Exercise description | Could you write out the records exactly as they are given?

===== Material for this task

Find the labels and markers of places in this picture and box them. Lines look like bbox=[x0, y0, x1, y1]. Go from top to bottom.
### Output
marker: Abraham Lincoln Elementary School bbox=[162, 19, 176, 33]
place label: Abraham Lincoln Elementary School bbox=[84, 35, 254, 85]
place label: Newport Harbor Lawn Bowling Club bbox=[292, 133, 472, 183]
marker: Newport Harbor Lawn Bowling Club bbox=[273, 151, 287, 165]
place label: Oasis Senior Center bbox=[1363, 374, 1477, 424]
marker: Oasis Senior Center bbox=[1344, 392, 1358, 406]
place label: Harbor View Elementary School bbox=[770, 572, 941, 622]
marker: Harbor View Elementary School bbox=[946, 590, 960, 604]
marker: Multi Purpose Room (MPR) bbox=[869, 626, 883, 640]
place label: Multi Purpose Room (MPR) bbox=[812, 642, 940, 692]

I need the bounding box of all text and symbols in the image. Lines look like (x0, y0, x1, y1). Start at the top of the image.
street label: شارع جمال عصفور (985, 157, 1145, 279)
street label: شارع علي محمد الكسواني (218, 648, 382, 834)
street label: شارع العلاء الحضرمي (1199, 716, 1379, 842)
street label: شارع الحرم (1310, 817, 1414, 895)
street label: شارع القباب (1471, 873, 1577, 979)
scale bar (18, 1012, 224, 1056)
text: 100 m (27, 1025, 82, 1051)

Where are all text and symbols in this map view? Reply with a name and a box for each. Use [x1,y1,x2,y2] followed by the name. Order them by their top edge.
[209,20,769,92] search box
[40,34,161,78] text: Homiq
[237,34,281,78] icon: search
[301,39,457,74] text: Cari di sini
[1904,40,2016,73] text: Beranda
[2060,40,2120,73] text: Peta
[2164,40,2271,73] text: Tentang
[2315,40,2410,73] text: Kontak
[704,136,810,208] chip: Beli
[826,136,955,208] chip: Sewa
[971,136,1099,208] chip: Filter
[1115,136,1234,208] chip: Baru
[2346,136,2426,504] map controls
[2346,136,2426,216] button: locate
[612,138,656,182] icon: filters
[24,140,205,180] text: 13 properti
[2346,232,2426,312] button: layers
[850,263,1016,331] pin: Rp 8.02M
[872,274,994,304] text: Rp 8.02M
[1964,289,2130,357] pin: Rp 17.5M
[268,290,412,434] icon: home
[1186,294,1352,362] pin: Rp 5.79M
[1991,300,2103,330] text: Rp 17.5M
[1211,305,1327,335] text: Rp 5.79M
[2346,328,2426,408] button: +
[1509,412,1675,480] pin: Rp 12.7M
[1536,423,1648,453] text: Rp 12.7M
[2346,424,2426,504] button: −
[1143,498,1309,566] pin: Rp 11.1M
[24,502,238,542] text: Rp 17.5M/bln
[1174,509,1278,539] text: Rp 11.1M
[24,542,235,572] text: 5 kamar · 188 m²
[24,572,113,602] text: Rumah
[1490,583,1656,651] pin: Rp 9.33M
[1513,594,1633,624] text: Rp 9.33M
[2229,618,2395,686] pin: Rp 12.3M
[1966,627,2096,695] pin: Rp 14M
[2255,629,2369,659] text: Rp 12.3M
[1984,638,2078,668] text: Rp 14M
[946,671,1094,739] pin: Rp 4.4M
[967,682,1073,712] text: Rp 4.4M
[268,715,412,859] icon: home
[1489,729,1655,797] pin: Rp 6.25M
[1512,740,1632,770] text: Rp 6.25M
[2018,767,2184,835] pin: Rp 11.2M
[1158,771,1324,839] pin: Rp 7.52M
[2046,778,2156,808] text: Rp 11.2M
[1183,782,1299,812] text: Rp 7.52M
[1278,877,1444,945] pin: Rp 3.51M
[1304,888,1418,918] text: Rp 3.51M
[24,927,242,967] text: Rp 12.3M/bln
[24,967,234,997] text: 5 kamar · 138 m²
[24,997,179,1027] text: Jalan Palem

==========

Response |
Find the labels and markers of places in this picture and box them. Lines look like bbox=[x0, y0, x1, y1]. Go from top to bottom.
### Output
marker: Abraham Lincoln Elementary School bbox=[162, 19, 176, 33]
place label: Abraham Lincoln Elementary School bbox=[84, 35, 254, 85]
place label: Newport Harbor Lawn Bowling Club bbox=[292, 133, 472, 183]
marker: Newport Harbor Lawn Bowling Club bbox=[273, 151, 287, 165]
place label: Oasis Senior Center bbox=[1363, 374, 1477, 424]
marker: Oasis Senior Center bbox=[1344, 392, 1358, 406]
place label: Harbor View Elementary School bbox=[770, 572, 941, 622]
marker: Harbor View Elementary School bbox=[946, 590, 960, 604]
marker: Multi Purpose Room (MPR) bbox=[869, 626, 883, 640]
place label: Multi Purpose Room (MPR) bbox=[812, 642, 940, 692]

I need the bounding box of all text and symbols in the image. Lines look like (x0, y0, x1, y1). Start at the top of the image.
street label: شارع جمال عصفور (985, 157, 1145, 279)
street label: شارع علي محمد الكسواني (218, 648, 382, 834)
street label: شارع العلاء الحضرمي (1199, 716, 1379, 842)
street label: شارع الحرم (1310, 817, 1414, 895)
street label: شارع القباب (1471, 873, 1577, 979)
scale bar (18, 1012, 224, 1056)
text: 100 m (27, 1025, 82, 1051)

Where are all text and symbols in this map view? Reply with a name and a box for each. Use [x1,y1,x2,y2] followed by the name. Order them by their top edge.
[209,20,769,92] search box
[40,34,161,78] text: Homiq
[237,34,281,78] icon: search
[301,39,457,74] text: Cari di sini
[1904,40,2016,73] text: Beranda
[2060,40,2120,73] text: Peta
[2164,40,2271,73] text: Tentang
[2315,40,2410,73] text: Kontak
[704,136,810,208] chip: Beli
[826,136,955,208] chip: Sewa
[971,136,1099,208] chip: Filter
[1115,136,1234,208] chip: Baru
[2346,136,2426,504] map controls
[2346,136,2426,216] button: locate
[612,138,656,182] icon: filters
[24,140,205,180] text: 13 properti
[2346,232,2426,312] button: layers
[850,263,1016,331] pin: Rp 8.02M
[872,274,994,304] text: Rp 8.02M
[1964,289,2130,357] pin: Rp 17.5M
[268,290,412,434] icon: home
[1186,294,1352,362] pin: Rp 5.79M
[1991,300,2103,330] text: Rp 17.5M
[1211,305,1327,335] text: Rp 5.79M
[2346,328,2426,408] button: +
[1509,412,1675,480] pin: Rp 12.7M
[1536,423,1648,453] text: Rp 12.7M
[2346,424,2426,504] button: −
[1143,498,1309,566] pin: Rp 11.1M
[24,502,238,542] text: Rp 17.5M/bln
[1174,509,1278,539] text: Rp 11.1M
[24,542,235,572] text: 5 kamar · 188 m²
[24,572,113,602] text: Rumah
[1490,583,1656,651] pin: Rp 9.33M
[1513,594,1633,624] text: Rp 9.33M
[2229,618,2395,686] pin: Rp 12.3M
[1966,627,2096,695] pin: Rp 14M
[2255,629,2369,659] text: Rp 12.3M
[1984,638,2078,668] text: Rp 14M
[946,671,1094,739] pin: Rp 4.4M
[967,682,1073,712] text: Rp 4.4M
[268,715,412,859] icon: home
[1489,729,1655,797] pin: Rp 6.25M
[1512,740,1632,770] text: Rp 6.25M
[2018,767,2184,835] pin: Rp 11.2M
[1158,771,1324,839] pin: Rp 7.52M
[2046,778,2156,808] text: Rp 11.2M
[1183,782,1299,812] text: Rp 7.52M
[1278,877,1444,945] pin: Rp 3.51M
[1304,888,1418,918] text: Rp 3.51M
[24,927,242,967] text: Rp 12.3M/bln
[24,967,234,997] text: 5 kamar · 138 m²
[24,997,179,1027] text: Jalan Palem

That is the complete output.